Highland Games in Wuppertal-Barmen

Highland-Games : Vorsicht, fliegender Baumstamm

Bei den Highland-Games sind die Teilnehmer so stark wie der angebotene Whisky-Kuchen.

Pünktlich zum Ende der Sommerferien konnten Wuppertaler wieder einen Kurztrip nach Schottland machen – auf dem Gelände der CVJM Bildungsstätte Bundeshöhe, wo die 9. Highland Games ausgetragen wurden. Das letzte Augustwochenende stand hier ganz im Zeichen des Schottenrocks. Ihn trugen Sportler und Besucher, Männer und Frauen. Der Samstag begann mit den NRW-Landesmeisterschaften der Damen und den Herren-Meisterschaften in der Gewichtsklasse B-Heavy. Zu den traditionellen Sportarten gehörten unter anderem Baumstammwerfen, Heuballenwerfen und Tauziehen.

Die Clans schlugen
ihre Zelte auf

Auf dem Weg zum Wettkampf kam man an Verkaufsständen mit Met und Whisky vorbei. Sogar Kuchen mit Whisky-Aroma wurde angeboten.

Bei einem Heerlager, das die Zeit um 1600 lebendig machte, gab es Schaukämpfe mit Breitschwertern und anderen Hiebwaffen. Neben dem Stand des Ausrichters „Friends of Clan McLaren“ hatten weitere Schottland-Vereine ihre Zelte aufgeschlagen: Clan Gregor Society und der Highland Clan Coesfeld, die Clans Campbell, MacKenzie und MacLeod.

Die Highland Games seien ursprünglich als List entstanden, erklärte Ralf Berger von „Friends of Clan McLaren“. Unter englischer Vorherrschaft war den Schotten das Tragen von Waffen verboten. Damit die Clan-Mitglieder fit blieben, wichen sie auf den Sport aus. „Es ging darum, die Stärksten als Leibwächter für den Clan Chief herauszusuchen“, sagte Berger. Sportler Dominik Hornig berichtete, er gehe dreimal die Woche ins Fitness-Studio, um gut für die modernen Highland Games gerüstet zu sein.

Die Grenze zwischen Heerlager und Wettkampfgelände markierte ein großes Sicherheitsnetz. Dahinter übten sich die Herren am Steinweitwurf, während die Damen in gebührendem Abstand die Baumstämme warfen. Die Technik des Steinweitwurfs ähnelt der des Kugelstoßens. Nur fliegen bei den Highland Games Natursteine. 7,25 Kilogramm wiegen die Steine für Sportler, während die Steine für Sportlerinnen halb so schwer sind.

Bevor die Teilnehmer den Stein zwischen Hals und rechter Schulter lagerten, rieben sie sich den Hals mit Magnesium ein. Dann kam eine Drehung um die eigene Achse, der Abstoß und ein Schrei aus tiefster Kehle, gefolgt vom deutlich hörbaren Einschlag des Steins in den Boden.

Die Damen bereiteten sich vor, indem sie sich die Hände mit Baumwachs einrieben. Vor dem Wurf musste der unten angespitzte Baumstamm in die Senkrechte gehoben werden. Wenn er sich beim Wurf einmal überschlug und dann möglichst gerade liegenblieb, hatte die Teilnehmerin gute Gewinnchancen.

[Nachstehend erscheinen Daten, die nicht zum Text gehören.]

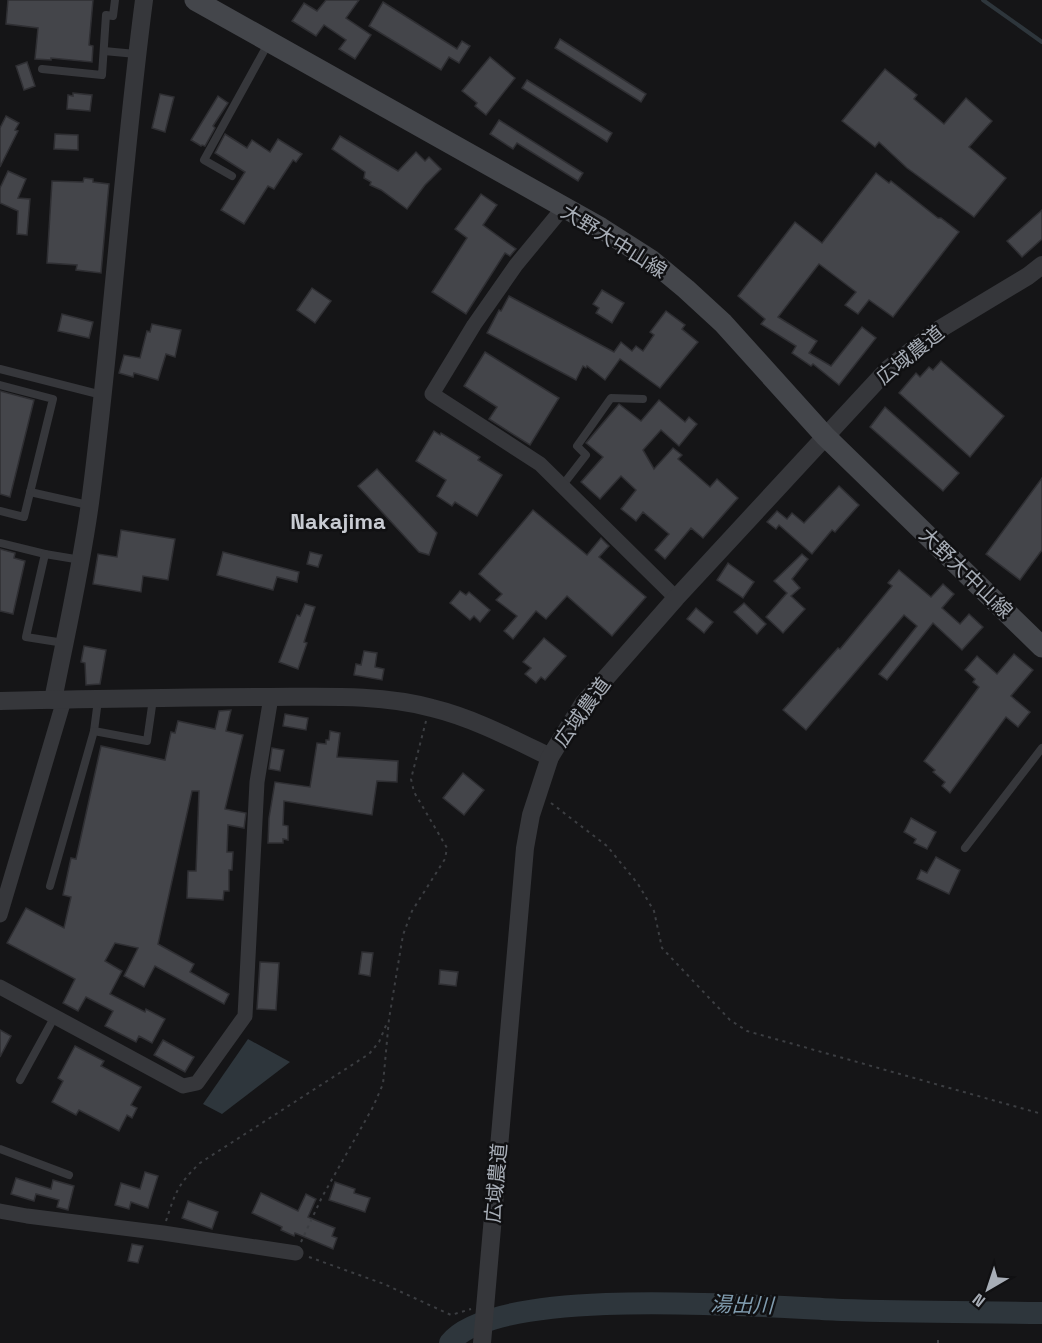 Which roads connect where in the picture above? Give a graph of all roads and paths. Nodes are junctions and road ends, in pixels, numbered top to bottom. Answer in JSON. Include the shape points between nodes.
{"nodes":[{"id":1,"x":115,"y":0,"type":"edge"},
{"id":2,"x":144,"y":0,"type":"edge"},
{"id":3,"x":195,"y":0,"type":"edge"},
{"id":4,"x":269,"y":42,"type":"junction"},
{"id":5,"x":104,"y":51,"type":"junction"},
{"id":6,"x":137,"y":54,"type":"junction"},
{"id":7,"x":42,"y":69,"type":"dead end"},
{"id":8,"x":232,"y":176,"type":"dead end"},
{"id":9,"x":563,"y":208,"type":"junction"},
{"id":10,"x":1042,"y":265,"type":"edge"},
{"id":11,"x":0,"y":369,"type":"edge"},
{"id":12,"x":0,"y":385,"type":"edge"},
{"id":13,"x":104,"y":395,"type":"junction"},
{"id":14,"x":643,"y":399,"type":"dead end"},
{"id":15,"x":825,"y":436,"type":"junction"},
{"id":16,"x":562,"y":486,"type":"junction"},
{"id":17,"x":30,"y":492,"type":"junction"},
{"id":18,"x":90,"y":506,"type":"junction"},
{"id":19,"x":0,"y":511,"type":"edge"},
{"id":20,"x":0,"y":543,"type":"edge"},
{"id":21,"x":45,"y":554,"type":"junction"},
{"id":22,"x":81,"y":560,"type":"junction"},
{"id":23,"x":676,"y":598,"type":"junction"},
{"id":24,"x":64,"y":643,"type":"junction"},
{"id":25,"x":1042,"y":647,"type":"edge"},
{"id":26,"x":271,"y":697,"type":"junction"},
{"id":27,"x":153,"y":699,"type":"junction"},
{"id":28,"x":59,"y":700,"type":"junction"},
{"id":29,"x":98,"y":700,"type":"junction"},
{"id":30,"x":0,"y":701,"type":"edge"},
{"id":31,"x":431,"y":707,"type":"junction"},
{"id":32,"x":94,"y":731,"type":"junction"},
{"id":33,"x":1042,"y":748,"type":"edge"},
{"id":34,"x":549,"y":757,"type":"junction"},
{"id":35,"x":537,"y":793,"type":"junction"},
{"id":36,"x":965,"y":849,"type":"dead end"},
{"id":37,"x":50,"y":886,"type":"dead end"},
{"id":38,"x":0,"y":915,"type":"edge"},
{"id":39,"x":0,"y":987,"type":"edge"},
{"id":40,"x":55,"y":1016,"type":"junction"},
{"id":41,"x":389,"y":1019,"type":"junction"},
{"id":42,"x":20,"y":1080,"type":"dead end"},
{"id":43,"x":1042,"y":1114,"type":"edge"},
{"id":44,"x":0,"y":1149,"type":"edge"},
{"id":45,"x":69,"y":1175,"type":"dead end"},
{"id":46,"x":0,"y":1211,"type":"edge"},
{"id":47,"x":163,"y":1233,"type":"junction"},
{"id":48,"x":296,"y":1254,"type":"junction"},
{"id":49,"x":484,"y":1308,"type":"junction"},
{"id":50,"x":938,"y":1337,"type":"dead end"},
{"id":51,"x":482,"y":1340,"type":"edge"},
{"id":52,"x":938,"y":1343,"type":"edge"}],
"edges":[{"from":1,"to":5,"type":"lane","via":[[113,16],[106,15]]},
{"from":2,"to":6,"type":"street"},
{"from":3,"to":4,"type":"main road","name":"大野大中山線"},
{"from":4,"to":8,"type":"lane","via":[[204,160]]},
{"from":4,"to":9,"type":"main road","name":"大野大中山線"},
{"from":5,"to":6,"type":"lane"},
{"from":5,"to":7,"type":"lane","via":[[102,75]]},
{"from":6,"to":13,"type":"street"},
{"from":9,"to":15,"type":"main road","name":"大野大中山線","via":[[651,260],[686,288],[723,323]]},
{"from":9,"to":16,"type":"street","via":[[480,316],[432,394],[540,464]]},
{"from":10,"to":15,"type":"street","name":"広域農道","via":[[926,339],[888,369]]},
{"from":11,"to":13,"type":"lane"},
{"from":12,"to":17,"type":"lane","via":[[53,399]]},
{"from":13,"to":18,"type":"street"},
{"from":14,"to":16,"type":"lane","via":[[611,398],[577,446],[586,455]]},
{"from":15,"to":23,"type":"street","name":"広域農道"},
{"from":15,"to":25,"type":"main road","name":"大野大中山線"},
{"from":16,"to":23,"type":"street"},
{"from":17,"to":18,"type":"lane"},
{"from":17,"to":19,"type":"lane","via":[[24,517]]},
{"from":18,"to":22,"type":"street"},
{"from":20,"to":21,"type":"lane"},
{"from":21,"to":22,"type":"lane"},
{"from":21,"to":24,"type":"lane","via":[[26,637]]},
{"from":22,"to":24,"type":"street"},
{"from":23,"to":34,"type":"street","name":"広域農道","via":[[583,704]]},
{"from":24,"to":28,"type":"street"},
{"from":26,"to":27,"type":"street"},
{"from":26,"to":31,"type":"street","via":[[372,699]]},
{"from":26,"to":40,"type":"street","via":[[257,782],[245,1016],[197,1083],[183,1086]]},
{"from":27,"to":29,"type":"street"},
{"from":27,"to":32,"type":"lane","via":[[147,741]]},
{"from":28,"to":29,"type":"street"},
{"from":28,"to":30,"type":"street"},
{"from":28,"to":38,"type":"street"},
{"from":29,"to":32,"type":"lane"},
{"from":31,"to":34,"type":"street","via":[[494,730]]},
{"from":31,"to":41,"type":"path","via":[[411,779],[414,792],[447,848],[445,859],[412,911],[403,935]]},
{"from":32,"to":37,"type":"lane"},
{"from":33,"to":36,"type":"lane"},
{"from":34,"to":35,"type":"street","name":"広域農道"},
{"from":35,"to":43,"type":"path","via":[[608,846],[654,911],[662,948],[730,1020],[747,1031]]},
{"from":35,"to":49,"type":"street","name":"広域農道","via":[[525,848]]},
{"from":39,"to":40,"type":"street"},
{"from":40,"to":42,"type":"lane"},
{"from":41,"to":47,"type":"path","via":[[369,1054],[200,1163],[185,1177],[176,1190]]},
{"from":41,"to":48,"type":"path","via":[[383,1084]]},
{"from":44,"to":45,"type":"lane"},
{"from":46,"to":47,"type":"street"},
{"from":47,"to":48,"type":"street"},
{"from":48,"to":49,"type":"path","via":[[384,1284],[451,1315]]},
{"from":49,"to":51,"type":"street","name":"広域農道"},
{"from":50,"to":52,"type":"path"}]}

Neben den Highland Games war für Sonntag eine Pipe Competition, ein Wettbewerb der Dudelsackspieler, fest eingeplant. Nanny Sauer, Mitglied der Wupper District Pipe Band, machte bereits am Samstag rund um das Heerlager Musik. „Es war immer mein Wunsch, Dudelsack zu spielen – schon mit zehn Jahren.“ Den Wunsch konnte sie sich zwar erst drei Jahrzehnte später erfüllen. Dank eines guten Lehrers und dem Spielen in der Band könne sie aber mit den Profis mithalten. Gern führt sie Besuchern ihr schwer zu spielendes Instrument vor, das neben der Spielflöte aus mehreren Pfeifen, Bordunen genannt, besteht. „Da muss so viel Luft in den Dudelsack rein, dass sie alle einen vollen Ton abgeben.“

Benjamin Klapp besuchte die Highland Games zum ersten Mal. „Wir haben das von Bekannten gehört und finden es sehr nett hier.“ Den Kuchen mit Whisky-Geschmack habe er schon probiert und könne ihn wirklich empfehlen.